英特尔Nehalem微体系结构可以实现的最大IPC是多少? [英] What is the maximum possible IPC can be achieved by Intel Nehalem Microarchitecture?

查看:113
本文介绍了英特尔Nehalem微体系结构可以实现的最大IPC是多少?的处理方法,对大家解决问题具有一定的参考价值,需要的朋友们下面随着小编来一起学习吧!

问题描述

是否估计了英特尔Nehalem架构可以实现的每个周期的最大指令数?另外,影响每个周期最大指令数的瓶颈是什么?

Is there an estimation for the maximum Instructions Per Cycle achievable by the Intel Nehalem Architecture? Also, what is the bottleneck that effects the maximum Instructions Per Cycle?

推荐答案

TL:DR

Intel Core,Nehalem和Sandybridge / IvyBridge:最多5个IPC,包括 1个宏融合的cmp + branch ,可将5条指令转换为4个融合域uops,其余为单联指令。 (其中2个可以是微融合存储或load + ALU。)

Intel Core, Nehalem, and Sandybridge / IvyBridge: a maximum of 5 IPC, including 1 macro-fused cmp+branch to get 5 instructions into 4 fused-domain uops, and the rest being single-uop instruction. (up to 2 of these can be micro-fused store or load+ALU.)

具有第9代,最多可以使用6个指令来实现:两对宏可熔ALU + branch 指令和两条指令被解码为两个潜在的微融合微指令。
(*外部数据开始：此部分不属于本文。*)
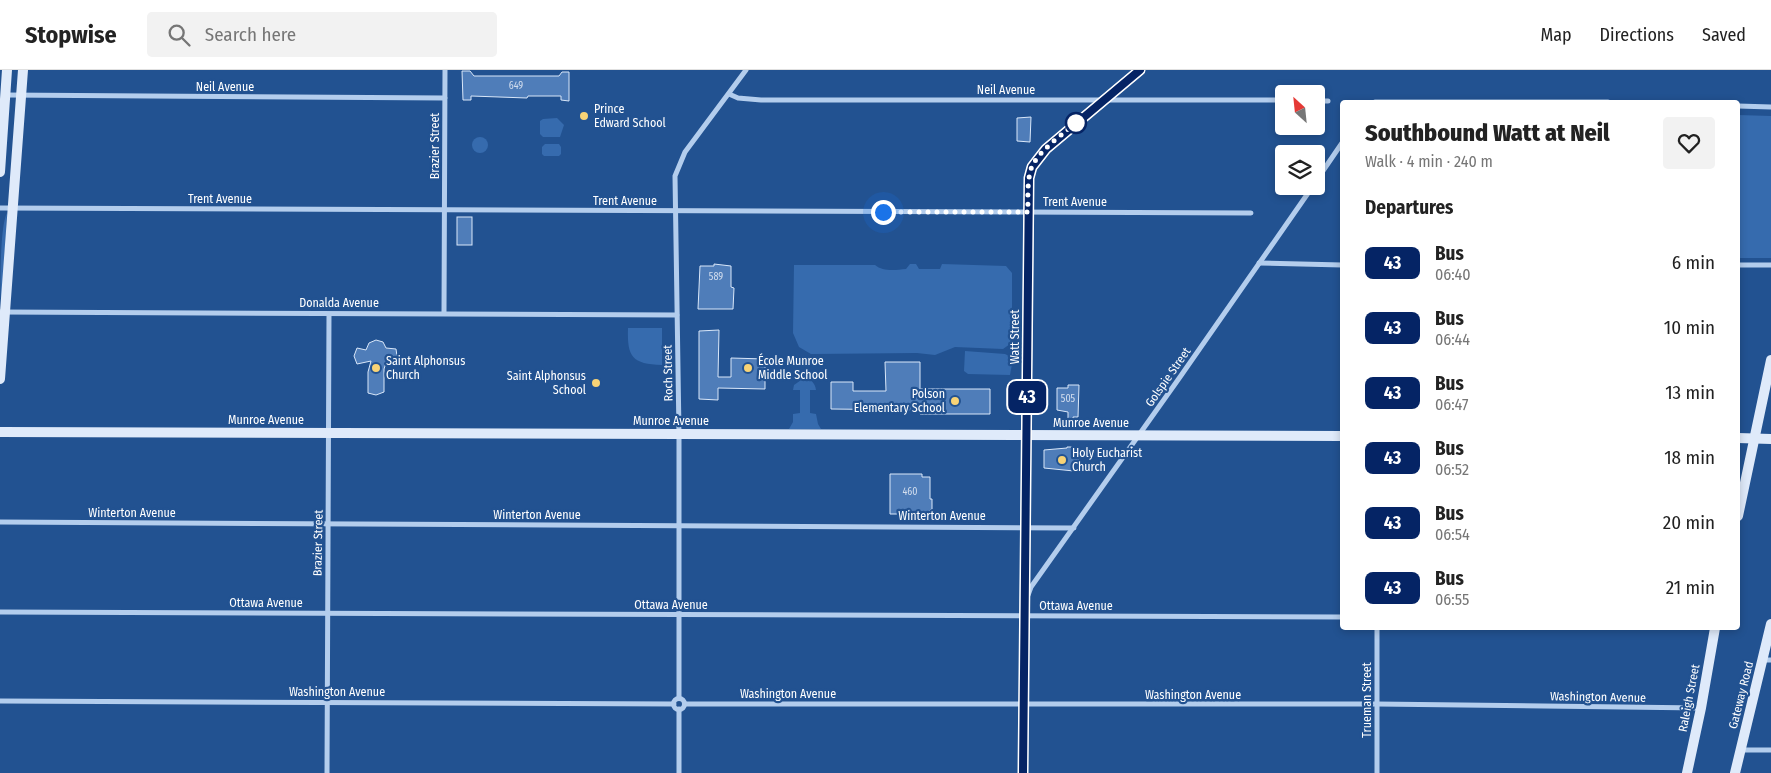 <!DOCTYPE html>
<meta charset="utf-8">
<style>
body{margin:0;font-family:"Fira Sans Condensed",sans-serif;background:#f2f2f2;color:#222;height:100vh;display:flex;flex-direction:column;font-size:19px;white-space:nowrap}
*{box-sizing:border-box;margin:0}
p{font-size:16px;color:#767676}
.icon{flex:none;width:28px;height:28px;fill:none;stroke:currentColor;stroke-width:2;stroke-linecap:round;stroke-linejoin:round}
.map{position:relative;flex:1;overflow:hidden}
.panel{position:absolute;left:1340px;top:30px;width:400px;height:530px;display:flex;flex-direction:column;background:#fff;border-radius:5px;box-shadow:0 2px 8px #0003}
.panel>*{flex:none}
.badge{padding:0 10px;border-radius:8px;font-size:18px;line-height:32px}
.needle{width:32px;rotate:333deg}
.buttons{position:absolute;left:1275px;top:15px;display:grid;gap:10px}
.buttons a{display:grid;place-items:center;width:50px;height:50px;border-radius:5px;background:#fff;box-shadow:0 2px 8px #0003;font-size:25px}
.you{position:absolute;width:25px;height:25px;margin:-12px;border:4px solid #fff;border-radius:50%;background:#1a73e8;box-shadow:0 0 0 8px #1a73e833}
.map>.badge{position:absolute;translate:-50% -50%;box-shadow:0 0 0 2px #fff}
h2{padding:0 25px;font-size:19px;line-height:45px}
.round{display:grid;place-items:center;flex:none;width:52px;height:52px;border-radius:5px;background:#f2f2f2}
.head{display:flex;align-items:center;justify-content:space-between;height:85px;padding:0 25px}
h1{font-size:24px;font-weight:800;line-height:38px}
ul{padding:0;list-style:none}
li{display:flex;align-items:center;gap:15px;height:65px;padding:0 25px}
li div{flex:1}
li b{display:block;font-size:19px}
li em{font-style:normal}
li .badge{min-width:55px;font-weight:700;text-align:center}
header{display:flex;align-items:center;gap:30px;box-sizing:border-box;height:70px;padding:0 25px;background:#fff;border-bottom:1px solid #e0e0e0}
header strong{font-size:24px}
nav{display:flex;gap:28px;margin-inline-start:auto;font-size:18px}
.search{width:350px;height:45px;background:#f2f2f2;display:flex;align-items:center;gap:12px;box-sizing:border-box;padding:0 18px;border-radius:5px;color:#767676;font-size:19px}
.map>svg:first-child{display:block}
</style>
<header>
<strong>Stopwise</strong>
<div class="search"><svg class="icon" aria-label="search" viewBox="0 0 24 24"><circle cx="10" cy="10" r="6"/><path d="M15 15l6 6"/></svg>Search here</div>
<nav><a>Map</a><a>Directions</a><a>Saved</a></nav>
</header>
<div class="map">
<svg width="1771" height="703" viewBox="0 0 1771 703">
<rect width="100%" height="100%" fill="#225291"/>
<g fill="#366bae">
<polygon points="1738,45 1771,46 1771,188 1738,188"/>
<polygon points="557,48 564,55 560,67 543,67 540,64 540,51 543,49"/>
<circle cx="480" cy="75" r="8"/>
<polygon points="545,74 559,74 561,77 561,84 559,86 544,86 542,84 542,77"/>
<path d="M 7,143 L 2,231 L 1,231 C 0,215 0,155 7,143 Z"/>
<path d="M 910,194 L 916,194 L 919,199 L 940,199 L 942,194 L 1006,196 L 1012,203 L 1012,266 L 1010,274 L 1003,279 L 955,277 L 935,285 L 917,283 L 811,284 L 799,277 L 793,263 L 794,195 L 875,195 C 883,202 896,200 906,199 Z"/>
<path d="M 628,258 L 662,258 L 662,295 C 632,294 627,287 628,258 Z"/>
<polygon points="965,281 1005,284 1013,288 1010,305 968,304 964,301"/>
<path d="M 804,308 C 811,309 815,313 816,320 L 810,320 L 810,343 L 816,344 L 818,354 L 821,359 L 789,359 L 793,352 L 793,344 L 800,343 L 800,320 L 793,320 L 794,315 Z"/>
</g>
<g fill="#4f7db9" stroke="#d9e7f9">
<polygon points="462,1 470,1 474,6 559,6 562,2 569,2 569,31 561,30 561,26 528,26 527,28 471,26 471,30 463,30"/>
<polygon points="1031,47 1030,72 1017,71 1017,48"/>
<rect x="457" y="147" width="15" height="28"/>
<polygon points="714,194 731,196 731,217 734,218 733,239 698,239 700,196 714,196"/>
<polygon points="719,260 718,307 731,307 731,288 765,289 765,319 718,318 718,330 699,329 699,261"/>
<polygon points="376,270 383,272 386,278 396,279 397,286 395,294 386,293 384,299 384,322 376,325 368,323 368,302 371,291 357,294 354,286 357,278 366,280 369,273"/>
<polygon points="885,292 920,292 920,319 990,319 990,344 920,344 920,340 831,339 831,312 853,312 853,321 886,321"/>
<polygon points="1068,315 1079,315 1078,347 1073,347 1073,351 1068,350 1068,342 1057,340 1057,318 1068,318"/>
<polygon points="1067,377 1074,377 1074,382 1079,387 1079,391 1074,396 1074,401 1044,398 1044,380 1067,378"/>
<polygon points="890,404 922,404 922,407 930,407 930,429 932,429 932,440 930,440 929,444 890,444"/>
</g>
<g fill="none" stroke-linecap="round" stroke-linejoin="round">
<g stroke="#b3cded" stroke-width="5">
<polyline points="729,24 738,28 761,30 1284,30"/>
<polyline points="6,25 445,28"/>
<polyline points="1316,31 1328,31"/>
<polyline points="1375,32 1608,32"/>
<polyline points="1738,36 1771,37"/>
<polyline points="1316,111 1342,73"/>
<polyline points="0,138 1251,143"/>
<polyline points="1259,193 1342,195"/>
<polyline points="1738,195 1771,195"/>
<polyline points="0,242 677,245"/>
<polyline points="444,243 445,0"/>
<polyline points="0,452 1074,458"/>
<polyline points="1028,525 1031,517 1180,307 1313,116"/>
<polyline points="0,542 1342,547"/>
<polyline points="1377,558 1377,703"/>
<polyline points="1763,590 1771,590"/>
<polyline points="679,628 679,363 675,106 685,82 746,0"/>
<circle cx="679" cy="634" r="5.5"/>
<polyline points="0,631 674,634"/>
<polyline points="685,634 1377,634 1701,638"/>
<polyline points="679,639 679,703"/>
<polyline points="1741,680 1771,680"/>
<polyline points="327,703 329,244"/>
</g>
<g stroke="#dfeafa" stroke-width="10">
<polyline points="0,102 7,0"/>
<polyline points="0,309 23,0"/>
<polyline points="0,362 1342,366"/>
<polyline points="1738,368 1771,369"/>
<polyline points="1738,446 1771,290"/>
<polyline points="1023,703 1029,108 1032,97 1046,79 1140,0"/>
<polyline points="1687,703 1701,638 1715,558"/>
<polyline points="1735,703 1771,554"/>
</g>
</g>
<g fill="none" stroke-linecap="round" stroke-linejoin="round">
<defs>
<polyline id="line" points="1023,703 1029,108 1032,97 1046,79 1140,0"/>
</defs>
<use href="#line" stroke="#fff" stroke-width="11"/>
<use href="#line" stroke="#052465" stroke-width="8"/>
<path stroke="#fff" stroke-width="5" stroke-dasharray="0 9" d="M 883,142 L 1028,142 C 1028,128 1027,112 1031,99 C 1037,81 1067,61 1081,49 L 1076,53"/>
</g>
<g fill="#f8d376" stroke="#225291" stroke-width="2">
<circle cx="584" cy="46" r="5"/>
<circle cx="376" cy="298" r="5"/>
<circle cx="748" cy="298" r="5"/>
<circle cx="596" cy="313" r="5"/>
<circle cx="955" cy="331" r="5"/>
<circle cx="1062" cy="390" r="5"/>
</g>
<circle fill="#fff" stroke="#052465" stroke-width="2.5" cx="1076" cy="53" r="10"/>
<g text-anchor="middle" dominant-baseline="central" stroke-width="4.5" stroke-linejoin="round" paint-order="stroke">
<g font-size="10" fill="#d3deee">
<text x="516" y="16">649</text>
<text x="716" y="207">589</text>
<text x="1068" y="329">505</text>
<text x="910" y="422">460</text>
</g>
<g font-size="12" fill="#fff" stroke="#225291">
<text x="225" y="17">Neil Avenue</text>
<text x="1006" y="20">Neil Avenue</text>
<text transform="translate(435 76) rotate(-90)">Brazier Street</text>
<text x="220" y="129">Trent Avenue</text>
<text x="625" y="131">Trent Avenue</text>
<text x="1075" y="132">Trent Avenue</text>
<text x="339" y="233">Donalda Avenue</text>
<text transform="translate(1015 267) rotate(-90)">Watt Street</text>
<text transform="translate(668 303) rotate(-91)">Roch Street</text>
<text transform="translate(1168 307) rotate(-55)">Golspie Street</text>
<text x="266" y="350">Munroe Avenue</text>
<text x="671" y="351">Munroe Avenue</text>
<text x="1091" y="353">Munroe Avenue</text>
<text x="132" y="443">Winterton Avenue</text>
<text x="537" y="445">Winterton Avenue</text>
<text x="942" y="446">Winterton Avenue</text>
<text transform="translate(318 473) rotate(-89)">Brazier Street</text>
<text x="266" y="533">Ottawa Avenue</text>
<text x="671" y="535">Ottawa Avenue</text>
<text x="1076" y="536">Ottawa Avenue</text>
<text x="337" y="622">Washington Avenue</text>
<text x="788" y="624">Washington Avenue</text>
<text x="1193" y="625">Washington Avenue</text>
<text transform="translate(1741 625) rotate(-76)">Gateway Road</text>
<text transform="translate(1598 627) rotate(1)">Washington Avenue</text>
<text transform="translate(1689 628) rotate(-79)">Raleigh Street</text>
<text transform="translate(1367 630) rotate(-90)">Trueman Street</text>
</g>
<g font-size="12" fill="#fff" stroke="#225291" text-anchor="start">
<text x="594" y="39">Prince<tspan x="594" dy="14">Edward School</tspan></text>
<text x="386" y="291">Saint Alphonsus<tspan x="386" dy="14">Church</tspan></text>
<text x="758" y="291">École Munroe<tspan x="758" dy="14">Middle School</tspan></text>
<text x="586" y="306" text-anchor="end">Saint Alphonsus<tspan x="586" dy="14">School</tspan></text>
<text x="945" y="324" text-anchor="end">Polson<tspan x="945" dy="14">Elementary School</tspan></text>
<text x="1072" y="383">Holy Eucharist<tspan x="1072" dy="14">Church</tspan></text>
</g>
</g>
</svg>
<div class="buttons">
<a><svg class="needle" viewBox="-14 -14 28 28"><path d="M0-13l5 13h-10z" fill="#e53935"/><path d="M0 13l5-13h-10z" fill="#767676"/></svg></a>
<a><svg class="icon" aria-label="layers" viewBox="0 0 24 24"><path d="M12 4l9 5-9 5-9-5zM3 14l9 5 9-5"/></svg></a>
</div>
<div class="you" style="left:883px;top:142px"></div>
<b class="badge" style="left:1027px;top:327px;background:#052465;color:#fff">43</b>
<section class="panel">
<div class="head"><div><h1>Southbound Watt at Neil</h1><p>Walk · 4 min · 240 m</p></div><a class="round"><svg class="icon" aria-label="heart" viewBox="0 0 24 24"><path d="M12 20l-8-8c-3-5 5-10 8-4 3-6 11-1 8 4z"/></svg></a></div>
<h2>Departures</h2>
<ul>
<li><span class="badge" style="background:#052465;color:#fff">43</span><div><b>Bus</b><p>06:40</p></div><em>6 min</em></li>
<li><span class="badge" style="background:#052465;color:#fff">43</span><div><b>Bus</b><p>06:44</p></div><em>10 min</em></li>
<li><span class="badge" style="background:#052465;color:#fff">43</span><div><b>Bus</b><p>06:47</p></div><em>13 min</em></li>
<li><span class="badge" style="background:#052465;color:#fff">43</span><div><b>Bus</b><p>06:52</p></div><em>18 min</em></li>
<li><span class="badge" style="background:#052465;color:#fff">43</span><div><b>Bus</b><p>06:54</p></div><em>20 min</em></li>
<li><span class="badge" style="background:#052465;color:#fff">43</span><div><b>Bus</b><p>06:55</p></div><em>21 min</em></li>
</ul>
</section>
</div>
根据 unfused-domain uop吞吐量为每个时钟7 uops。 rel = nofollow noreferrer>我在Skylake上的测试。

Haswell up to 9th Gens: a maximum of 6 instructions per cycle can be achieved using two pairs of macro-fusable ALU+branch instructions and two instructions that are decoded into two potentially micro-fused uops. The max unfused-domain uop throughput is 7 uops per clock, according to my testing on Skylake..

早期的P6-系列:奔腾Pro / PII / PIII和奔腾M。奔腾4:使用3条已解码为3微码的指令,每个周期最多可实现3条指令。 (无宏融合,并进行3宽解码和发布)。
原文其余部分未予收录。